The central problem of philosophy as a critical discipline ever since the times of Heraclitus and Parmenides can now be identified as the difficult distinction between reliable general knowledge and merely subjective, perhaps arbitrary, belief (doxa), or, what amounts to the same, between what there really is and what only seems to exist. Since then, the role of the phenomena or appearances is heavily disputed. Is what is apparent only a prejudice? In which sense, and how, must our theoretical explanations of what really exists save the phenomena, as Plato is famously reported to have said? Moreover, since we do not know everything, and all our knowledge claims are fallible and defeasible, there certainly are matters in the world which we (still) do not know (yet) and perhaps never will. Therefore, it often sounds reasonable to assume things as possible even though we do not know (for sure) if (or that) they really exist. But what is a reasonable belief in possibilities? The crucial question of Kant’s old-new concept of philosophy can now be condensed in the ‘metaphysical’ question what we can know and what we may believe to be possible—in contrast to what we cannot know and what is not reasonable to assume to be possible.
As we have seen, the statement that everything which really exists is ‘physical’—in Latin: ‘natural’—is, in a certain reading, just a tautology, since the old word ‘physis’ refers to everything there is, was, and will be, that is, to the whole world. But there is a new reading of nature with a much narrower scope. It goes back to the semantics of Latin ‘nasci’, meaning that something comes into being or develops without interference by human culture or human action. Knowledge about nature in this sense refers only to processes that happen by themselves, that is, without planned human intervention. Think, for example, of the course of events that happens after we have started an experiment (in a certain generic way) and let it run: we then have to wait and see for the (hopefully regular, repeatable) result. Every occurrence of nature in this sense lies outside the domain of ‘ethics’, so to speak. But the experiment as a whole belongs to culture and technique, not to nature; and experimental science is not totally descriptive in the sense of just saying what happens in nature taken in the narrow sense of the word, but what we can technically know how to do and what we can predict from certain premises. If we remain aware of the two main readings of ‘nature’, we may also realize that the topics of ‘science proper’, namely nature, do not comprise everything there is in the world. This already explains the logical dualism and methodological contrast between the (natural) sciences and the so-called humanities.

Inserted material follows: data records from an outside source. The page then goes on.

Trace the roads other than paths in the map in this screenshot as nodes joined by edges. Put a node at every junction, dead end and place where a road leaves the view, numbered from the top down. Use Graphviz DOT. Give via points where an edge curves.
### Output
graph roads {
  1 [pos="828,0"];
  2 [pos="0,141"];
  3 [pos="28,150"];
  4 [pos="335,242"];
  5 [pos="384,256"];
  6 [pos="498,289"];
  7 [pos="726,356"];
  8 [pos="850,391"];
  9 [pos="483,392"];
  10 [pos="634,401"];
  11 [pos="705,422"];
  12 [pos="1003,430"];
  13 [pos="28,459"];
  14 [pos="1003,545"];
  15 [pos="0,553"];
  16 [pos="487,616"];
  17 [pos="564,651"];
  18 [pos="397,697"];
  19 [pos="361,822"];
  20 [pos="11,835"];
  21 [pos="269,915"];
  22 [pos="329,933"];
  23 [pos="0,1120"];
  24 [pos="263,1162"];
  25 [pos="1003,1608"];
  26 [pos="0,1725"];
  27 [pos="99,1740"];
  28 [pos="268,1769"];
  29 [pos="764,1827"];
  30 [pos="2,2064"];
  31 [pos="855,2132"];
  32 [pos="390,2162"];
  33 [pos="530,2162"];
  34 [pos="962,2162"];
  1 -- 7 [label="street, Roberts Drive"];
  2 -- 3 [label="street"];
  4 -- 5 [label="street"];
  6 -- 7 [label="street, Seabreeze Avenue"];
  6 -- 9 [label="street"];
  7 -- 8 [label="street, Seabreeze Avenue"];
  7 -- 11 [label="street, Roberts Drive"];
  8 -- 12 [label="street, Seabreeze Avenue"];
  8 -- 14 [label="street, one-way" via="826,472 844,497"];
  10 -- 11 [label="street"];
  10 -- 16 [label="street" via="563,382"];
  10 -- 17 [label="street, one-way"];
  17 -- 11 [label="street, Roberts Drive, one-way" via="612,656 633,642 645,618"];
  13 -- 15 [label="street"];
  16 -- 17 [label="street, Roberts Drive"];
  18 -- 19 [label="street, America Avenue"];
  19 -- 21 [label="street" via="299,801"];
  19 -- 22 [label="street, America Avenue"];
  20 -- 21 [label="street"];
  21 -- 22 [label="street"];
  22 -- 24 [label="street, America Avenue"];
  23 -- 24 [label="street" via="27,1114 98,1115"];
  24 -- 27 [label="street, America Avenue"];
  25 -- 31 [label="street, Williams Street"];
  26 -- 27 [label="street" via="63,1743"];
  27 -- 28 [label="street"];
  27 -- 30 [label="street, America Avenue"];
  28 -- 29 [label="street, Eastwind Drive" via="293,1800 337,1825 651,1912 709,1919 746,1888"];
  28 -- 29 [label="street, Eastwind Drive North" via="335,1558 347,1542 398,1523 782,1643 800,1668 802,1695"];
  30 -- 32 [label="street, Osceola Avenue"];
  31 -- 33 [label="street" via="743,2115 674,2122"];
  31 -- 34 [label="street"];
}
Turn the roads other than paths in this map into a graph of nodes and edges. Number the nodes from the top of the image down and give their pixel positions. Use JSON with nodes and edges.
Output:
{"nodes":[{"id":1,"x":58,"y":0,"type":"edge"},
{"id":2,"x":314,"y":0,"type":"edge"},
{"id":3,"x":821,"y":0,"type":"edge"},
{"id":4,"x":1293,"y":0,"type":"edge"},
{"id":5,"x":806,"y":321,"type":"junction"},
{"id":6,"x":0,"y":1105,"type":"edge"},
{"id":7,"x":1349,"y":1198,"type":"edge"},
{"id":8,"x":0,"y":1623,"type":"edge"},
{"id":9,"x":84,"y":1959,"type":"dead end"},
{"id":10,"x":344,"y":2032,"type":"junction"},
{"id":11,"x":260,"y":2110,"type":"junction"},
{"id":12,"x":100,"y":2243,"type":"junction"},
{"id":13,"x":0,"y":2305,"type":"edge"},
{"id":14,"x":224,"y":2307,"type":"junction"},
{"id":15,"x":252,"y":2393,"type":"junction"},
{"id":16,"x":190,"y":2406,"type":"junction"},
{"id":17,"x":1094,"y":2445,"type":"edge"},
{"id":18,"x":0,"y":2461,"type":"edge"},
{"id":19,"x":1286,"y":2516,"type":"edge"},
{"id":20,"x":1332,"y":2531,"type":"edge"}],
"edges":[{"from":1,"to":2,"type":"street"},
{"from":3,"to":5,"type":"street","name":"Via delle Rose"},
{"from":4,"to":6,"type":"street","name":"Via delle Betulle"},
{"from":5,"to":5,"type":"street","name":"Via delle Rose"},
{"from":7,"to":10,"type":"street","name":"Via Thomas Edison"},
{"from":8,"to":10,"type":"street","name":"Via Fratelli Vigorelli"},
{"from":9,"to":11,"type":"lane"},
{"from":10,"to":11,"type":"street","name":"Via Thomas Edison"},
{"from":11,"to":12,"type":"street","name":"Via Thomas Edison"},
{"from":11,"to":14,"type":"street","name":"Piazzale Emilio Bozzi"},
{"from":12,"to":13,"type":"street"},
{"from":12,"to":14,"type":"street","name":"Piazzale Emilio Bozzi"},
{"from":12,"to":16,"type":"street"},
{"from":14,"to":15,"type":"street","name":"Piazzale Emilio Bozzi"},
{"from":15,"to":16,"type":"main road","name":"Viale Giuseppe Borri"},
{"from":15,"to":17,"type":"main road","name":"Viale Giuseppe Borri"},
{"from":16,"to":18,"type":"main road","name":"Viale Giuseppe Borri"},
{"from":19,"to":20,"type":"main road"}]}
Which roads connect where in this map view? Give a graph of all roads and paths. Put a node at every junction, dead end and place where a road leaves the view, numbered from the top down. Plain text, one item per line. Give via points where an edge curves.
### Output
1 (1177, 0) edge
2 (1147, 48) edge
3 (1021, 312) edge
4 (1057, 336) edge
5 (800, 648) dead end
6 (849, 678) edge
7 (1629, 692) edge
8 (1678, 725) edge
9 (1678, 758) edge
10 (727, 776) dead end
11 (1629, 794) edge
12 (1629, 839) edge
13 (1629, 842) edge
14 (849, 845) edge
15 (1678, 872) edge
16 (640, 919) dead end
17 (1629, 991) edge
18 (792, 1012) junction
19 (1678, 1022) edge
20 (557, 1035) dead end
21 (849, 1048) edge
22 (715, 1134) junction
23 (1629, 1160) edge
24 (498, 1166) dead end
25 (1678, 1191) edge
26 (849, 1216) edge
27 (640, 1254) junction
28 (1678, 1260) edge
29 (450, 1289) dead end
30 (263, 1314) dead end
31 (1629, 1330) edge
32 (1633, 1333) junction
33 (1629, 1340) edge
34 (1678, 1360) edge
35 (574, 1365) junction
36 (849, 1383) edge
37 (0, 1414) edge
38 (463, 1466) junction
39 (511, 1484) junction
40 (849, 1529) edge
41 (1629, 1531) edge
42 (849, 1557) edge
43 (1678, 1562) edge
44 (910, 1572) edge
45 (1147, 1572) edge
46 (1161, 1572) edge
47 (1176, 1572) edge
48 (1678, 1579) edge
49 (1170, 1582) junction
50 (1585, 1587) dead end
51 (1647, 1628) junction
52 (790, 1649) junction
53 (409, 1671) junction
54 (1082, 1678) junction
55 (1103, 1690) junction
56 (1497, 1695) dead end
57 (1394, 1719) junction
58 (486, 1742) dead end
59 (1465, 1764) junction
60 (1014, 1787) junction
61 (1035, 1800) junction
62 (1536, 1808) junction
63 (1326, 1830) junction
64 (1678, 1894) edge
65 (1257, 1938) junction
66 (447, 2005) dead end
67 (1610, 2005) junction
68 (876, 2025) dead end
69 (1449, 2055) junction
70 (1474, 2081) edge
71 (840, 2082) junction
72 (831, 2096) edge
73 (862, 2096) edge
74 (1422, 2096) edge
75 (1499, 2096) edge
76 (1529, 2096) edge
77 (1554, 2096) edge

The term ‘scientia’ traditionally stands in contrasts to ‘empiria’ just as ‘theoria’ to ‘historia’. This contrast is preserved in the German label ‘Geisteswissenschaften’ which traditionally included not only historical and philological knowledge but also the social and political sciences and the systematic development of all knowledge about human practices and techniques, especially linguistic techniques, for example, those of our mathematical theories and of the observational, experimental and theoretical methodologies of the natural sciences. Unfortunately, in Neo-Kantianism of the nineteenth and the early twentieth century, Wilhelm Windelband and Heinrich Rickert declared that the humanities allegedly use an idiographic method of telling narratives about mere histories whereas the natural sciences are declared to be nomothetic in their construction of explanatory theories. This is as misleading as Wilhelm Dilthey’s merely hermeneutical, that is, philological, reading of the humanities.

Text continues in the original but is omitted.